● **PROBLEM TO SOLVE**
Set down each record exactly. Omit the pictures.

____ RECORDS SUPPLIED

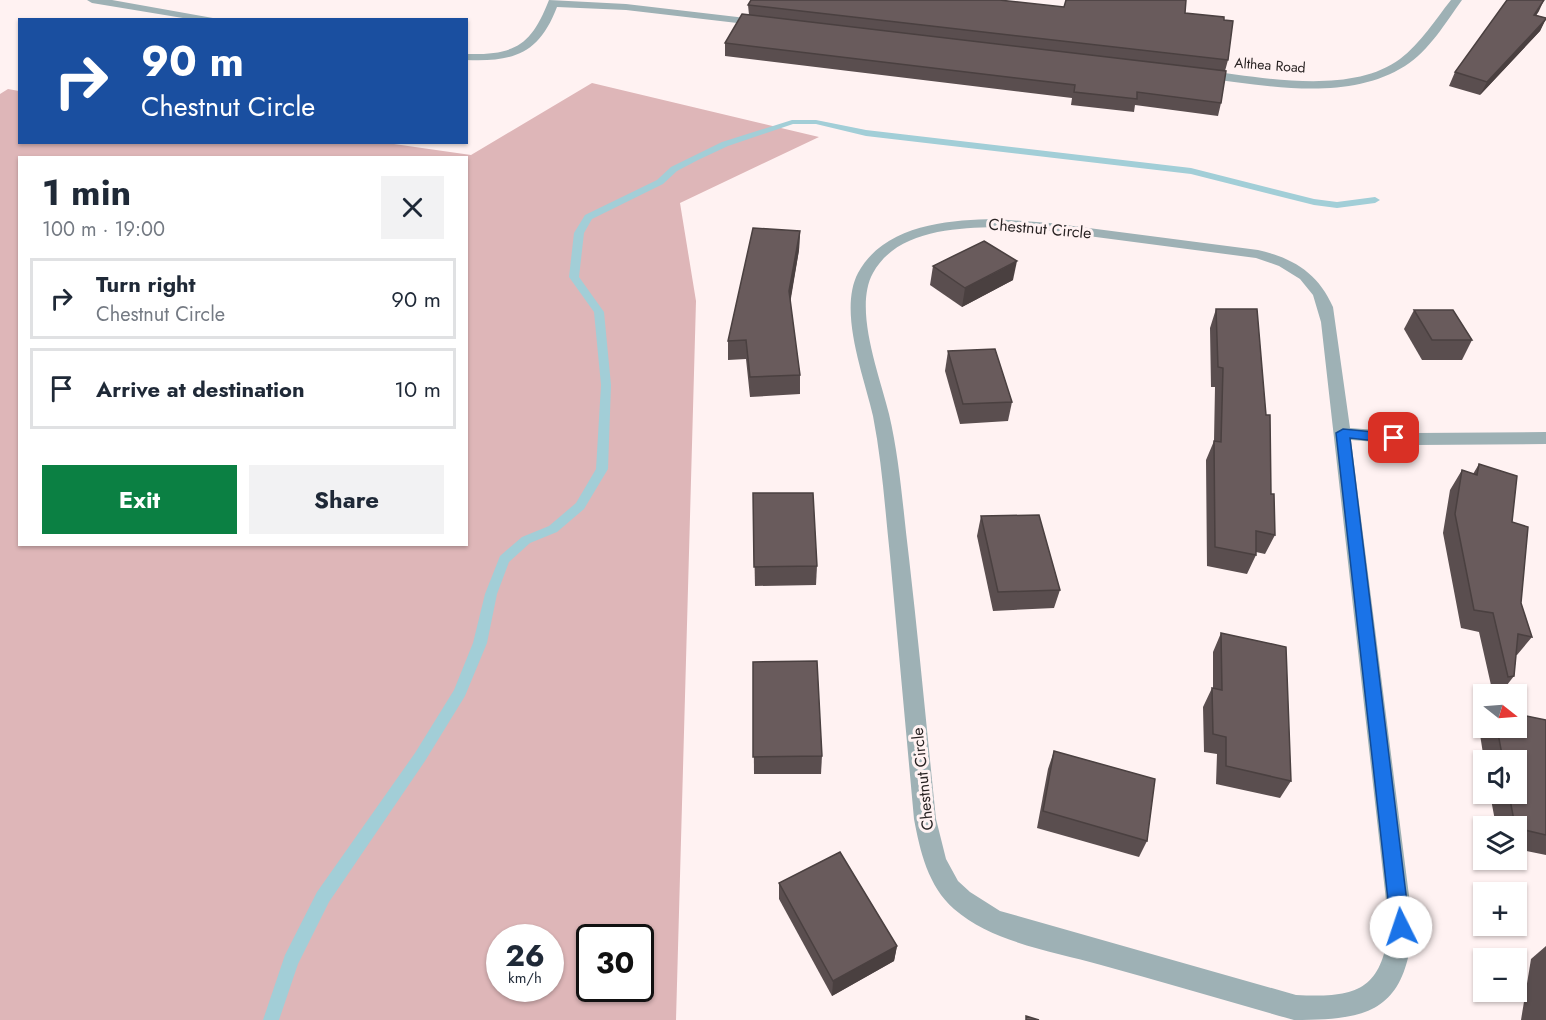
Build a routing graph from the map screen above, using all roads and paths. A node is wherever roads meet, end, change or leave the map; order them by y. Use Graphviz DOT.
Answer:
graph roads {
  1 [pos="92,0"];
  2 [pos="1457,0"];
  3 [pos="554,2"];
  4 [pos="206,18"];
  5 [pos="778,25"];
  6 [pos="468,57"];
  7 [pos="1195,73"];
  8 [pos="1343,433"];
  9 [pos="1546,438"];
  1 -- 4 [label="street"];
  2 -- 7 [label="street, Althea Road"];
  3 -- 5 [label="street"];
  3 -- 6 [label="street"];
  8 -- 8 [label="street, Chestnut Circle"];
  8 -- 9 [label="street"];
}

________

● **WRITTEN RESPONSE**
Build a routing graph from the map screen above, using all roads and paths. A node is wherever roads meet, end, change or leave the map; order them by y. Use Graphviz DOT.
Answer:
graph roads {
  1 [pos="92,0"];
  2 [pos="1457,0"];
  3 [pos="554,2"];
  4 [pos="206,18"];
  5 [pos="778,25"];
  6 [pos="468,57"];
  7 [pos="1195,73"];
  8 [pos="1343,433"];
  9 [pos="1546,438"];
  1 -- 4 [label="street"];
  2 -- 7 [label="street, Althea Road"];
  3 -- 5 [label="street"];
  3 -- 6 [label="street"];
  8 -- 8 [label="street, Chestnut Circle"];
  8 -- 9 [label="street"];
}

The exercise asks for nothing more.